Dwarf Planet Ceres Has Way More Organic Molecules Than Originally Suspected


This rendering visualizes signatures on Ceres that indicate the presence of organic material. Credit: NASA/Rendering by Hannah Kaplan
On the dwarf planet Ceres, organic molecules are more abundant than scientists originally suspected.

By Chelsea Gohd | SPACE.com

Last year, NASA’s Dawn spacecraft detected organics, or carbon-based compounds, on the surface of Ceres. The exciting discovery raised the possibility that Ceres might be habitable and even that life could have once existed on the rocky world. And now, a new analysis of the mission data suggests that the patches on the surface of Ceres shown to contain organic material likely harbor even more of those molecules than researchers first thought.

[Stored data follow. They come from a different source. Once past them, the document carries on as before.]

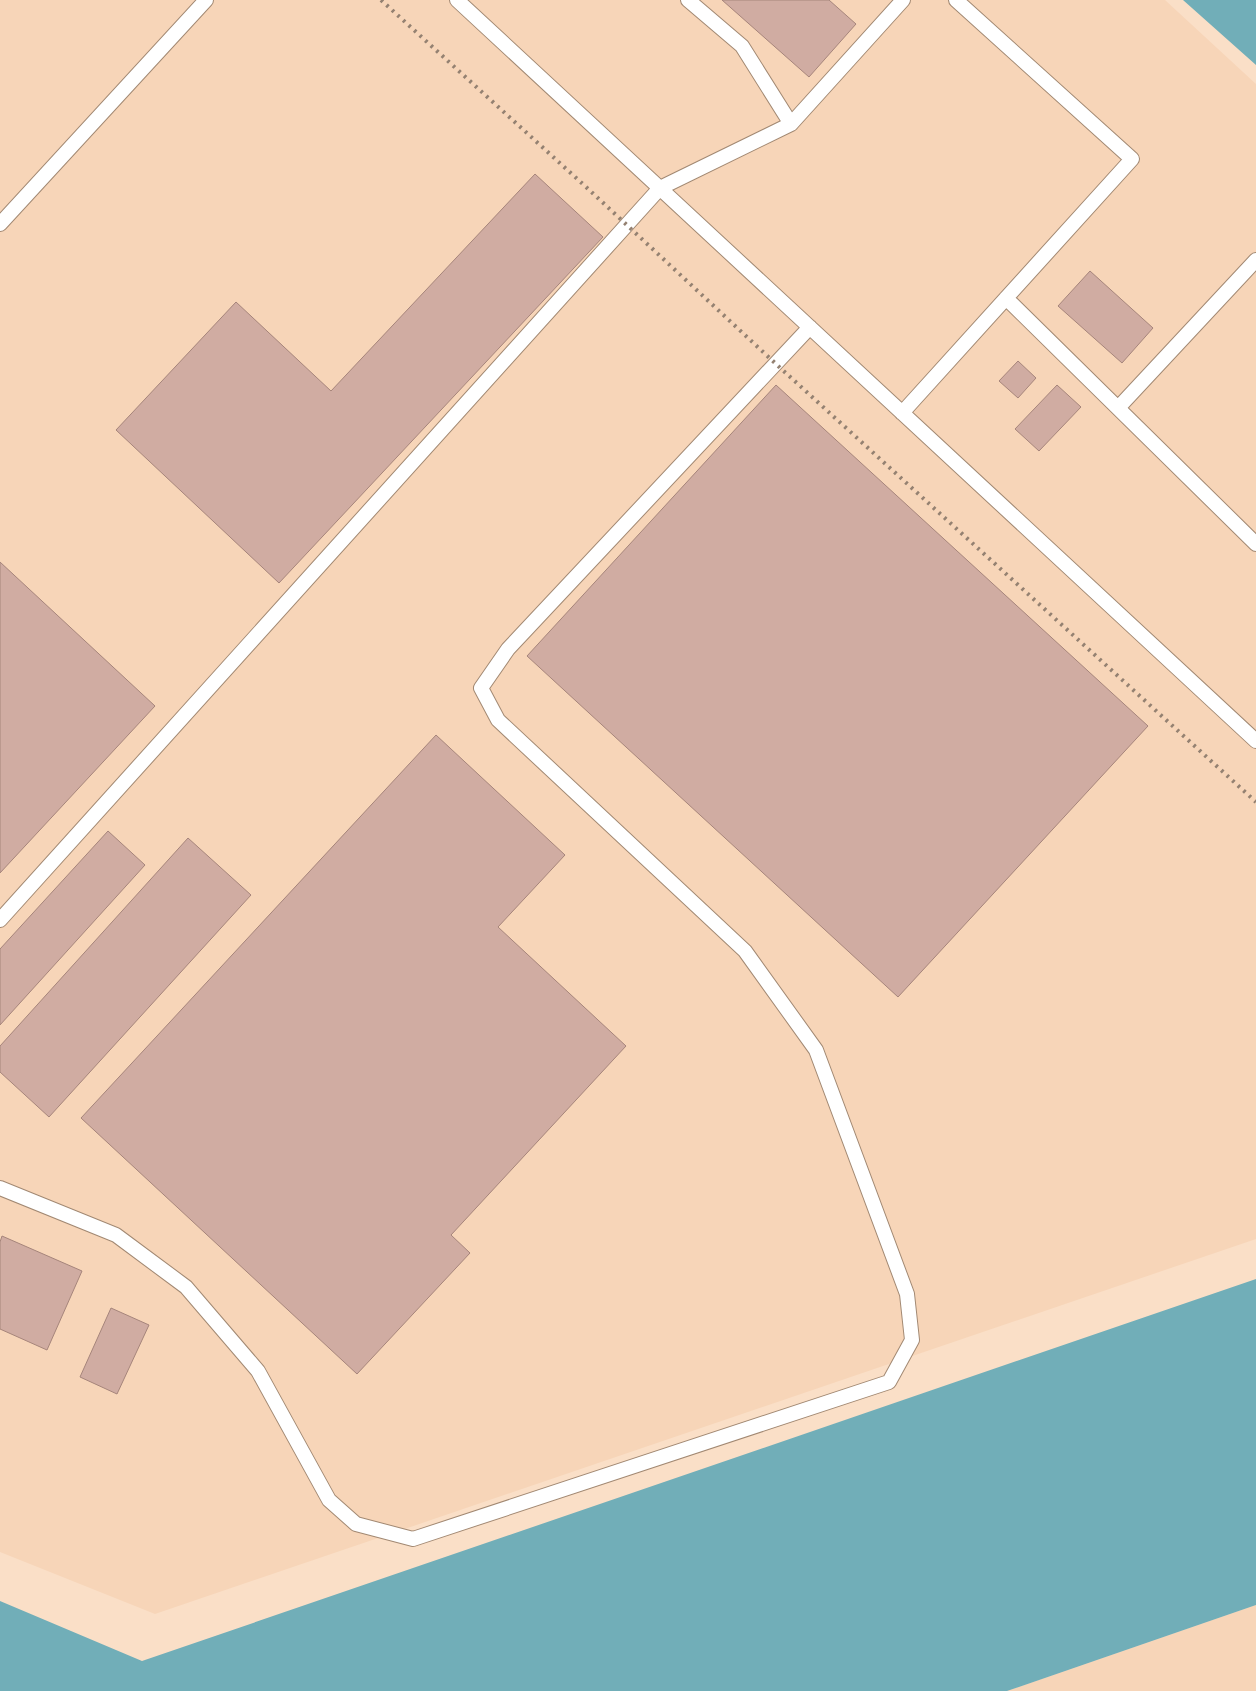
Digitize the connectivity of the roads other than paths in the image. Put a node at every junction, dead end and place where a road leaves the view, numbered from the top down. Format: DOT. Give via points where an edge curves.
graph roads {
  1 [pos="206,0"];
  2 [pos="457,0"];
  3 [pos="688,0"];
  4 [pos="903,0"];
  5 [pos="956,0"];
  6 [pos="791,124"];
  7 [pos="660,188"];
  8 [pos="0,224"];
  9 [pos="1256,260"];
  10 [pos="1006,298"];
  11 [pos="810,328"];
  12 [pos="1118,408"];
  13 [pos="902,413"];
  14 [pos="1256,544"];
  15 [pos="1256,741"];
  16 [pos="0,920"];
  17 [pos="0,1188"];
  1 -- 8 [label="lane"];
  2 -- 7 [label="lane"];
  3 -- 6 [label="lane" via="742,46"];
  4 -- 6 [label="lane"];
  5 -- 10 [label="lane" via="1132,159"];
  6 -- 7 [label="lane"];
  7 -- 11 [label="lane"];
  7 -- 16 [label="lane"];
  9 -- 12 [label="lane"];
  10 -- 12 [label="lane"];
  10 -- 13 [label="lane"];
  11 -- 13 [label="lane"];
  11 -- 17 [label="lane" via="508,649 481,688 498,720 745,951 816,1050 907,1294 912,1340 890,1382 413,1539 356,1524 328,1500 258,1371 186,1287 116,1235"];
  12 -- 14 [label="lane"];
  13 -- 15 [label="lane"];
}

This new analysis not only details the organic abundance; it also raises additional questions, like where the organic molecules came from, according to a statement. And the finding could serve as a valuable template and resource for future missions to study organics on the surface of Ceres, the statement said. [Photos: Dwarf Planet Ceres: The Largest Asteroid in Photos]

It is important to note that the presence of organic molecules doesn’t mean that life exists or ever existed on a world. Geological process on the surface, or even meteorite impacts, could create or deposit organics on a dwarf planet like Ceres. But scientists are still working to find the origins of these organics.